Collected data
───
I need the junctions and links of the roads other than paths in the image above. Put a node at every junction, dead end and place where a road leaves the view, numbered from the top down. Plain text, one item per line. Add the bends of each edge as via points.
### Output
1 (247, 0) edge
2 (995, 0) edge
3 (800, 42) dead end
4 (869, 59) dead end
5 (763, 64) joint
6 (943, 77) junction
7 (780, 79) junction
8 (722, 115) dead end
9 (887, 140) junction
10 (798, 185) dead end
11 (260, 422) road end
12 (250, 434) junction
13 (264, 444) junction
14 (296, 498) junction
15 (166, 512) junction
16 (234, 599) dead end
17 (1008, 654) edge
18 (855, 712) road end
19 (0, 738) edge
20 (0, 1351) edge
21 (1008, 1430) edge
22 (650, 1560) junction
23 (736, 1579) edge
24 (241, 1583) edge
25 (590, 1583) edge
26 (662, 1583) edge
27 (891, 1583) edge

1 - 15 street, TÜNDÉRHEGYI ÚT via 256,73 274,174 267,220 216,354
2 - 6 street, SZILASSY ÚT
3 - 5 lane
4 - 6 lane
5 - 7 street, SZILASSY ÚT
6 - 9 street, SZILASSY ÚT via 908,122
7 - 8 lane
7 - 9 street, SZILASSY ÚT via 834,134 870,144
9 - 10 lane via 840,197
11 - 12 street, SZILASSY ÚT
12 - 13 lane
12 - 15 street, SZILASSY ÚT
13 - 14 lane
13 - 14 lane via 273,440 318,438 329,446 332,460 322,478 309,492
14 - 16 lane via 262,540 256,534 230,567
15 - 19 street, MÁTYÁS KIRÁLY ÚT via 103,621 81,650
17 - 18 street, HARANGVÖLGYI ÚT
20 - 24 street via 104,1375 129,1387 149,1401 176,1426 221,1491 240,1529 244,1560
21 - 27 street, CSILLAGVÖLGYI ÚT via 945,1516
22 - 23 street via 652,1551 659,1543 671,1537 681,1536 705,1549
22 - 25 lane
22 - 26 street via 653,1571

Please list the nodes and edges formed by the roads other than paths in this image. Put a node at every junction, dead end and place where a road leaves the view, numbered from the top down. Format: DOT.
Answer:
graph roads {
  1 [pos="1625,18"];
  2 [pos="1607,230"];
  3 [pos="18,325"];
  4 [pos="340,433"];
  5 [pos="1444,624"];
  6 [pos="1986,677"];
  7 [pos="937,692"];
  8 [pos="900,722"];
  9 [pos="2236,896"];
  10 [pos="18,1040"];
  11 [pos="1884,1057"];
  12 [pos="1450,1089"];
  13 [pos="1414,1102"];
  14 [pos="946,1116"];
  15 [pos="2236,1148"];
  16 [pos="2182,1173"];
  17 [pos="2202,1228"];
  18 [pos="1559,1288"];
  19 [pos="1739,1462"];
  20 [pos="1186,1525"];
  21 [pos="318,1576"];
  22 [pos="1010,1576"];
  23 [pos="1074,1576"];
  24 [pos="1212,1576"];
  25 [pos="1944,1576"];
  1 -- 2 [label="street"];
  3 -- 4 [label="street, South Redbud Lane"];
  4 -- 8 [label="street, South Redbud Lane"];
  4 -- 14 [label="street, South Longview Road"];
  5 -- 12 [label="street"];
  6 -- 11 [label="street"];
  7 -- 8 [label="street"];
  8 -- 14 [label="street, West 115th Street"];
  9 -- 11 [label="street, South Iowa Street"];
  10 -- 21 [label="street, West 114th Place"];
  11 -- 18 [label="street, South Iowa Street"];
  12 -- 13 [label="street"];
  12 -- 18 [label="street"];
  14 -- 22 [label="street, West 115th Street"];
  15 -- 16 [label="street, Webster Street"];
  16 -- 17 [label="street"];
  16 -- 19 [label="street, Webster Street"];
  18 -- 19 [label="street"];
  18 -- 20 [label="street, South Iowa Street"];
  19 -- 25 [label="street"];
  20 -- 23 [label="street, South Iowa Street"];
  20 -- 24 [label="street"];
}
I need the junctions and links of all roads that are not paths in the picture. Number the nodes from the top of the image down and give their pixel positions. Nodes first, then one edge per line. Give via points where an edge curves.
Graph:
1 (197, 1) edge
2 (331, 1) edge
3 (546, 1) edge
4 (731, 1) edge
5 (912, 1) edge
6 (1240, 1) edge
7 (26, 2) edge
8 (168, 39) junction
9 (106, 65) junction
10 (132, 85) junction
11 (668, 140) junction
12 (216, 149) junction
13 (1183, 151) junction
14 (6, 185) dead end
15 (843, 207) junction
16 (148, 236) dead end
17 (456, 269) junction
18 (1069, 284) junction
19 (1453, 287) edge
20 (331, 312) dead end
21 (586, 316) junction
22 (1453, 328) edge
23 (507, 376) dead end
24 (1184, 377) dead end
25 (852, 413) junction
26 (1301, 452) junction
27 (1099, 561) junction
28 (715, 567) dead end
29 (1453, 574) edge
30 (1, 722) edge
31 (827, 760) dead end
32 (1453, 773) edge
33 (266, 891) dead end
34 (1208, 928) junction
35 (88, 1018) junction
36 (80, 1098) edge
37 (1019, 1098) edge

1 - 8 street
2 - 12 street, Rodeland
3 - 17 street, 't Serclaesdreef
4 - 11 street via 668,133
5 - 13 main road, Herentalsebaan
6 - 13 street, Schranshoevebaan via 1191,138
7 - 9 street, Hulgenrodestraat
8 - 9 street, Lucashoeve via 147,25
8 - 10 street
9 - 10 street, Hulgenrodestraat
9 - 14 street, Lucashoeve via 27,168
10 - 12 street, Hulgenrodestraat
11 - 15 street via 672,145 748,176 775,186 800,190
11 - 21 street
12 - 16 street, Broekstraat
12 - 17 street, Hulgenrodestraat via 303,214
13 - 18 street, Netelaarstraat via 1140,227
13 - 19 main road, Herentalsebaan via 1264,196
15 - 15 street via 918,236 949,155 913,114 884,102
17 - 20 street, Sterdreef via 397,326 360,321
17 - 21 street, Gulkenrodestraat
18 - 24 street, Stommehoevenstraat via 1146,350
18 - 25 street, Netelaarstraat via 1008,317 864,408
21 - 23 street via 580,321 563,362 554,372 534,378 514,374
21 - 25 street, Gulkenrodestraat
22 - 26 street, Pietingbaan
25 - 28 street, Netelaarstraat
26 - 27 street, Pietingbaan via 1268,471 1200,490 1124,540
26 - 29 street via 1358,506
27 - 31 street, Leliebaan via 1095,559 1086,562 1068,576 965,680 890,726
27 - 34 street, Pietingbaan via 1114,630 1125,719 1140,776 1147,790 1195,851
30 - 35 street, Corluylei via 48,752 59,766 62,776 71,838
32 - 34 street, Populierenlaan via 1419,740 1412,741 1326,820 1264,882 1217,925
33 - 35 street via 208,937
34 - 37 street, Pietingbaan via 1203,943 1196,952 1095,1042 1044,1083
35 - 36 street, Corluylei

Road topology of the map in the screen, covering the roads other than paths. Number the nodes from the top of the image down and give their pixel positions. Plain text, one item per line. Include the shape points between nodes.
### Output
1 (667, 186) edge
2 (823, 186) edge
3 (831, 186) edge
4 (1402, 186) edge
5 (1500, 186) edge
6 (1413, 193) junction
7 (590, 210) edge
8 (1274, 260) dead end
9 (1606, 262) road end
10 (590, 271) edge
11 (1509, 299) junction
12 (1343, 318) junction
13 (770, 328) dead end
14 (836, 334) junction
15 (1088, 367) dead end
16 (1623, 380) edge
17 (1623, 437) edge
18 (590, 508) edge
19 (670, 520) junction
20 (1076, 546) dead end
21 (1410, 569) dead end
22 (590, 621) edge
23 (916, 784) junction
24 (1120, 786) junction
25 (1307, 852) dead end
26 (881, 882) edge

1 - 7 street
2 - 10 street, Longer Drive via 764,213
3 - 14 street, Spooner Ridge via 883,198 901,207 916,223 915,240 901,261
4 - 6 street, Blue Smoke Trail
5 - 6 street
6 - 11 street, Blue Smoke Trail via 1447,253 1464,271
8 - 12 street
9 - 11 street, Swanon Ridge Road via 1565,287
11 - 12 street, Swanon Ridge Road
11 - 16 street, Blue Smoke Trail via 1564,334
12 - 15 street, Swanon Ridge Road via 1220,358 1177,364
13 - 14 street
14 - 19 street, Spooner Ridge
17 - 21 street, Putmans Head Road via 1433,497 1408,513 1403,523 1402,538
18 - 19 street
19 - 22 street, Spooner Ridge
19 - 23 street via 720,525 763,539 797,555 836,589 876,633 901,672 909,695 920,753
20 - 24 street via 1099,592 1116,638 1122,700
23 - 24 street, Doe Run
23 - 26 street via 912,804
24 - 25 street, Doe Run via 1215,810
───
What lines above hold the word "South"? List them all.

  3 -- 4 [label="street, South Redbud Lane"];
  4 -- 8 [label="street, South Redbud Lane"];
  4 -- 14 [label="street, South Longview Road"];
  9 -- 11 [label="street, South Iowa Street"];
  11 -- 18 [label="street, South Iowa Street"];
  18 -- 20 [label="street, South Iowa Street"];
  20 -- 23 [label="street, South Iowa Street"];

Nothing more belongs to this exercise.